A verbatim copy of the whole listing is what is needed.
══ Records for processing
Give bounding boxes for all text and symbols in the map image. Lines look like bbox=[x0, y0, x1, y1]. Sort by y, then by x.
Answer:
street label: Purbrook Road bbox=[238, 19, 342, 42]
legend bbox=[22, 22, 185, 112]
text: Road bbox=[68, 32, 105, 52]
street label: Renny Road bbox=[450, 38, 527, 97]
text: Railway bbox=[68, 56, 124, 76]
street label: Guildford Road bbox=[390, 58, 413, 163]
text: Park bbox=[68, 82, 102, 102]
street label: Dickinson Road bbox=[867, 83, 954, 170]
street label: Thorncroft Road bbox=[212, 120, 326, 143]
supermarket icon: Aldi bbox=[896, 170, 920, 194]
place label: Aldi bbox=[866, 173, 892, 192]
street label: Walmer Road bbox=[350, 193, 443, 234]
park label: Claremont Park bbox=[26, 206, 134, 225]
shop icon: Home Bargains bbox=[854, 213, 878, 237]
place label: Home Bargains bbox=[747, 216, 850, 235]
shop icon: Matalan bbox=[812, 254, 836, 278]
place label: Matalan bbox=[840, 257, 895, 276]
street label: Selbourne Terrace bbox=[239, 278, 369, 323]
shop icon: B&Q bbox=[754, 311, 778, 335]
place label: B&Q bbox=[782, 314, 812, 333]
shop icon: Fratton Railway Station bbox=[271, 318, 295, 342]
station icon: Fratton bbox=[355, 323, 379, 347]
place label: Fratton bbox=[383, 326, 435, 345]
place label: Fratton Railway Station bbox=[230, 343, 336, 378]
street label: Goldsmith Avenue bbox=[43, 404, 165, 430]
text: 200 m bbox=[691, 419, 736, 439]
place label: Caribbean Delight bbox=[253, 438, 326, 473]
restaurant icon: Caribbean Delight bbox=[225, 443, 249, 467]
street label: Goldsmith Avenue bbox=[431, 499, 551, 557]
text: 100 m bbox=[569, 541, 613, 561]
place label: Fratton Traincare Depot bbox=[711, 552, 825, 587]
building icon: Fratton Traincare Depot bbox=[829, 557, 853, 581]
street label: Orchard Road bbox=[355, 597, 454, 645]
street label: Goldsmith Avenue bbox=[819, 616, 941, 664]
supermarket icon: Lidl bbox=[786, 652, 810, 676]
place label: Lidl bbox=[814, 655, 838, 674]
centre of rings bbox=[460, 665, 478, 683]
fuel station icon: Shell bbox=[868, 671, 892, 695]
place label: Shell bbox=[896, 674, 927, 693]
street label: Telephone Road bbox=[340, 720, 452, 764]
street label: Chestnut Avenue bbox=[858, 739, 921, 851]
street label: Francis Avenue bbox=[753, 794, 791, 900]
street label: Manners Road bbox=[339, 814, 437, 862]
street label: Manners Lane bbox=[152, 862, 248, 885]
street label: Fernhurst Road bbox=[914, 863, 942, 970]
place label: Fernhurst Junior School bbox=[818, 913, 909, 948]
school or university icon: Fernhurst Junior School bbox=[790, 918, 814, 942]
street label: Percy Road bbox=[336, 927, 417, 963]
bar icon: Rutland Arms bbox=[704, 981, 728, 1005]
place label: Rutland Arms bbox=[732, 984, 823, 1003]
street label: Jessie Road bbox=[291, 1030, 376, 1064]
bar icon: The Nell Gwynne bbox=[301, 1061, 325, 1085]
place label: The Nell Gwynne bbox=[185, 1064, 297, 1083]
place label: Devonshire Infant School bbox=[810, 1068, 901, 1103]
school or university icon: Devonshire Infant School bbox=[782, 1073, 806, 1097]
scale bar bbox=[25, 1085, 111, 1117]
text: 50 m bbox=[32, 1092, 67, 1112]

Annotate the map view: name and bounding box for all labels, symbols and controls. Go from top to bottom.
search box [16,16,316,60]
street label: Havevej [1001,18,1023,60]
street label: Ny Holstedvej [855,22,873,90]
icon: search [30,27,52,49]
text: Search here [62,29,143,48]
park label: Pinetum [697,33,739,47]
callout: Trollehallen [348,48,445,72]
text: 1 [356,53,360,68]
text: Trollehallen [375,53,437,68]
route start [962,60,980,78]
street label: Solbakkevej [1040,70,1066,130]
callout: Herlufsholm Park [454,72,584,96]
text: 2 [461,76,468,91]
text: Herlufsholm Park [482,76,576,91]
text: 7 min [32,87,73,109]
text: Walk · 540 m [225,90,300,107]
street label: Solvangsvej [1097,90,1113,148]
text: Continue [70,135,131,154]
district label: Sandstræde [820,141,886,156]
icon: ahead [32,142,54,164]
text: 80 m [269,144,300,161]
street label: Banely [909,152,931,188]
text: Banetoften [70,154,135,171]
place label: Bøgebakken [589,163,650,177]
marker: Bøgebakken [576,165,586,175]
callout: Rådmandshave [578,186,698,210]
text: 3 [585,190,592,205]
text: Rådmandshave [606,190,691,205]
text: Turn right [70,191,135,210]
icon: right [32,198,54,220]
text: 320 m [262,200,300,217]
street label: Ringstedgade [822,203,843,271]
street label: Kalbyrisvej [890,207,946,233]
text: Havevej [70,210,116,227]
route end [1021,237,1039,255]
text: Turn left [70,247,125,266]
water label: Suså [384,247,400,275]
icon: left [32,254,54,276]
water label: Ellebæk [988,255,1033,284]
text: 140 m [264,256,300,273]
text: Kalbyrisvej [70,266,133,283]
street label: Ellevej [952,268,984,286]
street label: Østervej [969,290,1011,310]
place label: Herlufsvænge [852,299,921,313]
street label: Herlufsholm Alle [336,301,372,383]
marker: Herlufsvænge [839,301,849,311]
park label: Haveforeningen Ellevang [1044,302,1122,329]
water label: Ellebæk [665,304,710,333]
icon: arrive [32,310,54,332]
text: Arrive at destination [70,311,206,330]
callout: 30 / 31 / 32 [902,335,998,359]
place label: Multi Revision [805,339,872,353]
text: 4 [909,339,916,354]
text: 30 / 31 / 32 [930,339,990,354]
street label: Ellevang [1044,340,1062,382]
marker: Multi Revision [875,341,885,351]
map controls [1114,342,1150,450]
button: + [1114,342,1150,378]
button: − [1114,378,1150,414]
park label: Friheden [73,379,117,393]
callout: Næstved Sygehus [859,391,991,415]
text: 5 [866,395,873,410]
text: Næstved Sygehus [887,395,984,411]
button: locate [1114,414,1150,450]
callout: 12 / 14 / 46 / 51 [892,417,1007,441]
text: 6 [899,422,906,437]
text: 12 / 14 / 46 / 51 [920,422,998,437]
════
• _Result for this exercise_:
Give bounding boxes for all text and symbols in the map image. Lines look like bbox=[x0, y0, x1, y1]. Sort by y, then by x.
Answer:
street label: Purbrook Road bbox=[238, 19, 342, 42]
legend bbox=[22, 22, 185, 112]
text: Road bbox=[68, 32, 105, 52]
street label: Renny Road bbox=[450, 38, 527, 97]
text: Railway bbox=[68, 56, 124, 76]
street label: Guildford Road bbox=[390, 58, 413, 163]
text: Park bbox=[68, 82, 102, 102]
street label: Dickinson Road bbox=[867, 83, 954, 170]
street label: Thorncroft Road bbox=[212, 120, 326, 143]
supermarket icon: Aldi bbox=[896, 170, 920, 194]
place label: Aldi bbox=[866, 173, 892, 192]
street label: Walmer Road bbox=[350, 193, 443, 234]
park label: Claremont Park bbox=[26, 206, 134, 225]
shop icon: Home Bargains bbox=[854, 213, 878, 237]
place label: Home Bargains bbox=[747, 216, 850, 235]
shop icon: Matalan bbox=[812, 254, 836, 278]
place label: Matalan bbox=[840, 257, 895, 276]
street label: Selbourne Terrace bbox=[239, 278, 369, 323]
shop icon: B&Q bbox=[754, 311, 778, 335]
place label: B&Q bbox=[782, 314, 812, 333]
shop icon: Fratton Railway Station bbox=[271, 318, 295, 342]
station icon: Fratton bbox=[355, 323, 379, 347]
place label: Fratton bbox=[383, 326, 435, 345]
place label: Fratton Railway Station bbox=[230, 343, 336, 378]
street label: Goldsmith Avenue bbox=[43, 404, 165, 430]
text: 200 m bbox=[691, 419, 736, 439]
place label: Caribbean Delight bbox=[253, 438, 326, 473]
restaurant icon: Caribbean Delight bbox=[225, 443, 249, 467]
street label: Goldsmith Avenue bbox=[431, 499, 551, 557]
text: 100 m bbox=[569, 541, 613, 561]
place label: Fratton Traincare Depot bbox=[711, 552, 825, 587]
building icon: Fratton Traincare Depot bbox=[829, 557, 853, 581]
street label: Orchard Road bbox=[355, 597, 454, 645]
street label: Goldsmith Avenue bbox=[819, 616, 941, 664]
supermarket icon: Lidl bbox=[786, 652, 810, 676]
place label: Lidl bbox=[814, 655, 838, 674]
centre of rings bbox=[460, 665, 478, 683]
fuel station icon: Shell bbox=[868, 671, 892, 695]
place label: Shell bbox=[896, 674, 927, 693]
street label: Telephone Road bbox=[340, 720, 452, 764]
street label: Chestnut Avenue bbox=[858, 739, 921, 851]
street label: Francis Avenue bbox=[753, 794, 791, 900]
street label: Manners Road bbox=[339, 814, 437, 862]
street label: Manners Lane bbox=[152, 862, 248, 885]
street label: Fernhurst Road bbox=[914, 863, 942, 970]
place label: Fernhurst Junior School bbox=[818, 913, 909, 948]
school or university icon: Fernhurst Junior School bbox=[790, 918, 814, 942]
street label: Percy Road bbox=[336, 927, 417, 963]
bar icon: Rutland Arms bbox=[704, 981, 728, 1005]
place label: Rutland Arms bbox=[732, 984, 823, 1003]
street label: Jessie Road bbox=[291, 1030, 376, 1064]
bar icon: The Nell Gwynne bbox=[301, 1061, 325, 1085]
place label: The Nell Gwynne bbox=[185, 1064, 297, 1083]
place label: Devonshire Infant School bbox=[810, 1068, 901, 1103]
school or university icon: Devonshire Infant School bbox=[782, 1073, 806, 1097]
scale bar bbox=[25, 1085, 111, 1117]
text: 50 m bbox=[32, 1092, 67, 1112]

Annotate the map view: name and bounding box for all labels, symbols and controls. Go from top to bottom.
search box [16,16,316,60]
street label: Havevej [1001,18,1023,60]
street label: Ny Holstedvej [855,22,873,90]
icon: search [30,27,52,49]
text: Search here [62,29,143,48]
park label: Pinetum [697,33,739,47]
callout: Trollehallen [348,48,445,72]
text: 1 [356,53,360,68]
text: Trollehallen [375,53,437,68]
route start [962,60,980,78]
street label: Solbakkevej [1040,70,1066,130]
callout: Herlufsholm Park [454,72,584,96]
text: 2 [461,76,468,91]
text: Herlufsholm Park [482,76,576,91]
text: 7 min [32,87,73,109]
text: Walk · 540 m [225,90,300,107]
street label: Solvangsvej [1097,90,1113,148]
text: Continue [70,135,131,154]
district label: Sandstræde [820,141,886,156]
icon: ahead [32,142,54,164]
text: 80 m [269,144,300,161]
street label: Banely [909,152,931,188]
text: Banetoften [70,154,135,171]
place label: Bøgebakken [589,163,650,177]
marker: Bøgebakken [576,165,586,175]
callout: Rådmandshave [578,186,698,210]
text: 3 [585,190,592,205]
text: Rådmandshave [606,190,691,205]
text: Turn right [70,191,135,210]
icon: right [32,198,54,220]
text: 320 m [262,200,300,217]
street label: Ringstedgade [822,203,843,271]
street label: Kalbyrisvej [890,207,946,233]
text: Havevej [70,210,116,227]
route end [1021,237,1039,255]
text: Turn left [70,247,125,266]
water label: Suså [384,247,400,275]
icon: left [32,254,54,276]
water label: Ellebæk [988,255,1033,284]
text: 140 m [264,256,300,273]
text: Kalbyrisvej [70,266,133,283]
street label: Ellevej [952,268,984,286]
street label: Østervej [969,290,1011,310]
place label: Herlufsvænge [852,299,921,313]
street label: Herlufsholm Alle [336,301,372,383]
marker: Herlufsvænge [839,301,849,311]
park label: Haveforeningen Ellevang [1044,302,1122,329]
water label: Ellebæk [665,304,710,333]
icon: arrive [32,310,54,332]
text: Arrive at destination [70,311,206,330]
callout: 30 / 31 / 32 [902,335,998,359]
place label: Multi Revision [805,339,872,353]
text: 4 [909,339,916,354]
text: 30 / 31 / 32 [930,339,990,354]
street label: Ellevang [1044,340,1062,382]
marker: Multi Revision [875,341,885,351]
map controls [1114,342,1150,450]
button: + [1114,342,1150,378]
button: − [1114,378,1150,414]
park label: Friheden [73,379,117,393]
callout: Næstved Sygehus [859,391,991,415]
text: 5 [866,395,873,410]
text: Næstved Sygehus [887,395,984,411]
button: locate [1114,414,1150,450]
callout: 12 / 14 / 46 / 51 [892,417,1007,441]
text: 6 [899,422,906,437]
text: 12 / 14 / 46 / 51 [920,422,998,437]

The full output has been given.